As well as improving compute efficiency, lower precision formats also reduce the memory bandwidth requirements of an inference platform, which for memory bound processing and low latency applications can lead to a linear improvement in performance.

## C. GDDR6 memory

The BRAMs included in the Machine Learning Processor blocks of the Speedster7t provide a total on chip memory resource of 195 Mbits, sufficient to hold an AI model of under 24 MBytes at INT8 in persistent on chip storage. When neural network sizes exceed that threshold, model parameters need to be stored in larger external memories. In the case of the Speedster7t, the device supports external GDDR6 memory of up-to 32 GB in size. The GDDR6 memory is shown in Figure 3. This enables much larger models to be processed, with a bandwidth of 4 Tb/s available to move model parameters onto the device, to support low latency processing.

To understand the performance capability of a device for AI inference, it is important to consider both compute performance and memory performance in combination. This is particularly important for understanding performance limitations for low latency deployments or for where networks are memory intensive. Some examples include real time streaming ASR and transformer model architectures. CNNs typically require low memory bandwidth, even at small batch sizes and so inference solutions for CNNs are not optimized for high bandwidth memory.

## D. Hardened Network On Chip

Having a large external memory bandwidth is only useful if model parameters can be moved into the compute engines on the device without losing efficiency. The Speedster7t contains a hardened 2D Network on chip (2D-NoC) capable of transporting 20 Tb/s across the FPGA. This enables data to be



Fig. 3. External interfaces of Achronix Speedster7t FPGA



Fig. 4. 2D-NoC in Achronix Speedster7t FPGA

moved from external memory into compute engines and across the fabric without limiting compute access to external memory bandwidth.

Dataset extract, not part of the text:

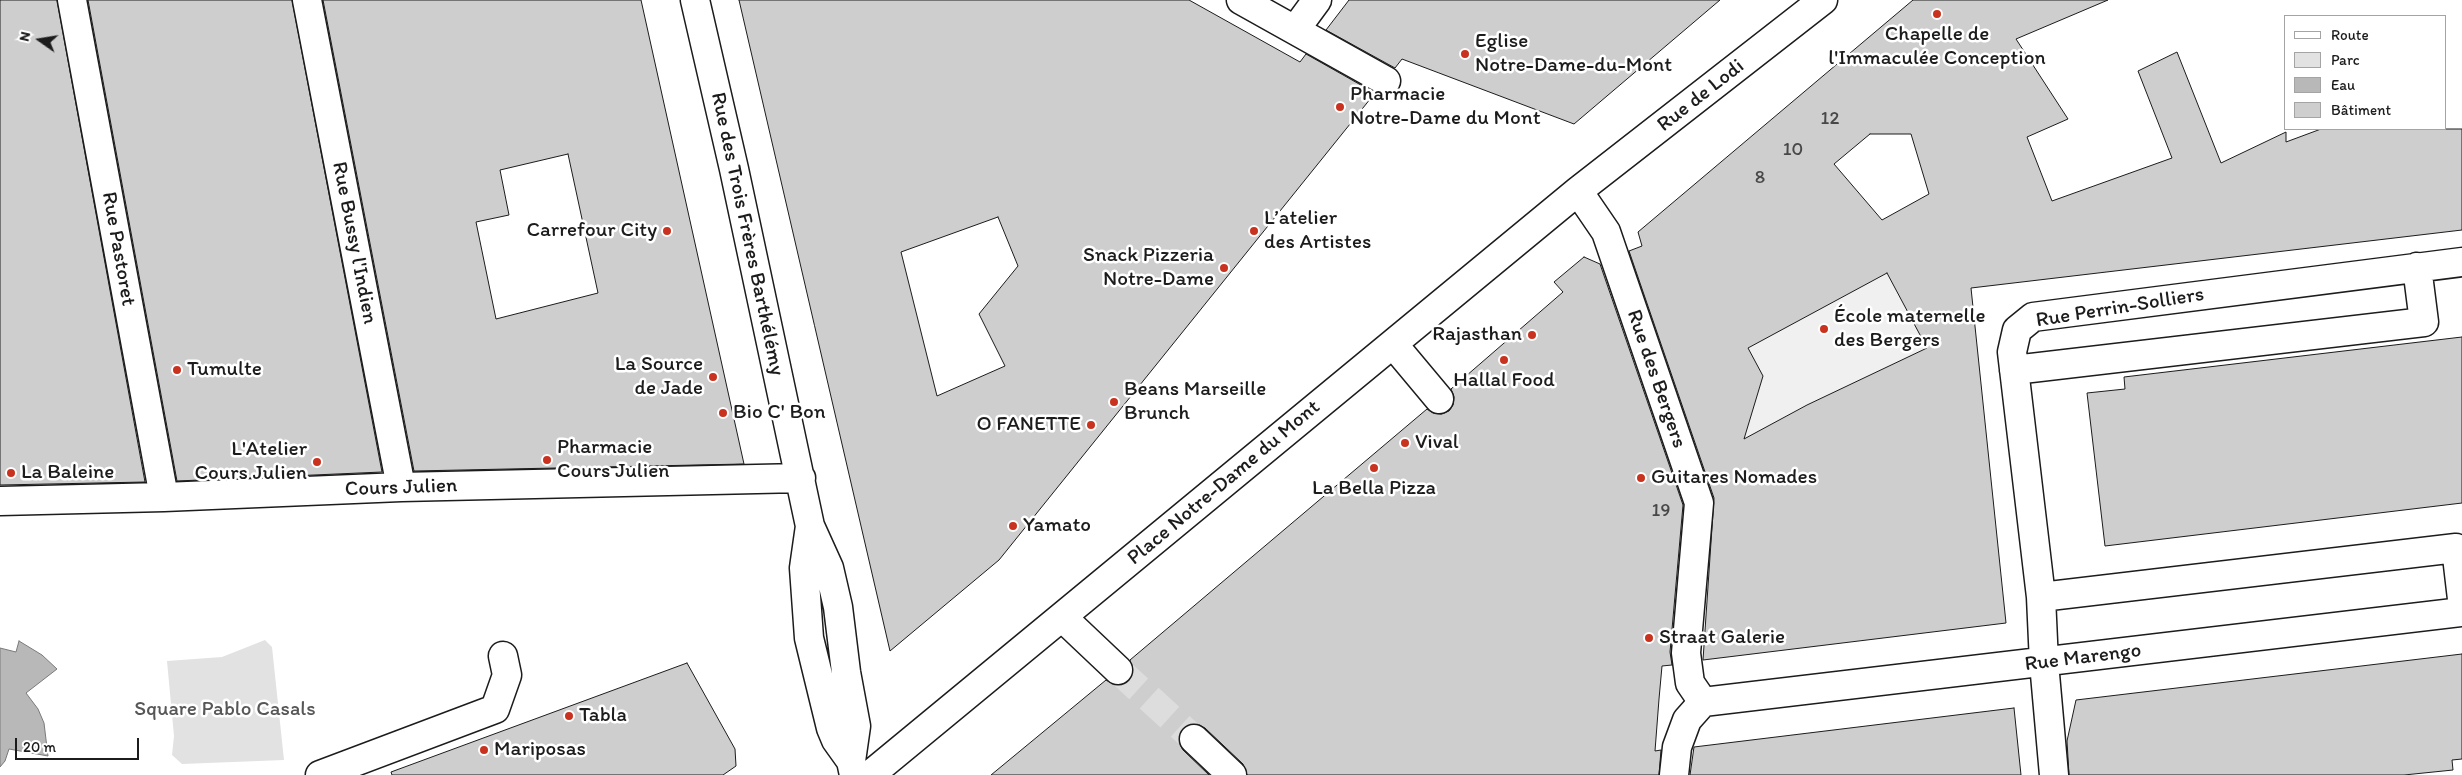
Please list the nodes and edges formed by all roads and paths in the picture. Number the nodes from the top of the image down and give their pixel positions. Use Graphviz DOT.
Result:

Moreover this 2D-NoC reduces the need to use fabric routing for the purposes of data movement, leaving routing resource free in the fabric and enabling better timing results.

The 2D-NoC is shown in Figure 4.

# III. AN AI OVERLAY ARCHITECTURE FOR THE SPEEDSTER7T

In order to benchmark the Speedster7t family, we create an AI inference overlay design for the Speedster7t1500 device



Fig. 5. The MAU Core Architecture on Achronix Speedster7t FPGA

running on a Bittware S7t-VG6 VectorPath PCIe Accelerator Card. The overlay is built using the Myrtle.ai programmable MAU Accelerator® architecture. The MAU Core is a programmable processing engine for deep neural networks, that overlays the FPGA fabric to provide a flexible and run time configurable inference engine. We place 4 MAU Cores, optimized for the Achronix Speedster7t1500 FPGA onto the card and use this to demonstrate achieved utilization and timing results.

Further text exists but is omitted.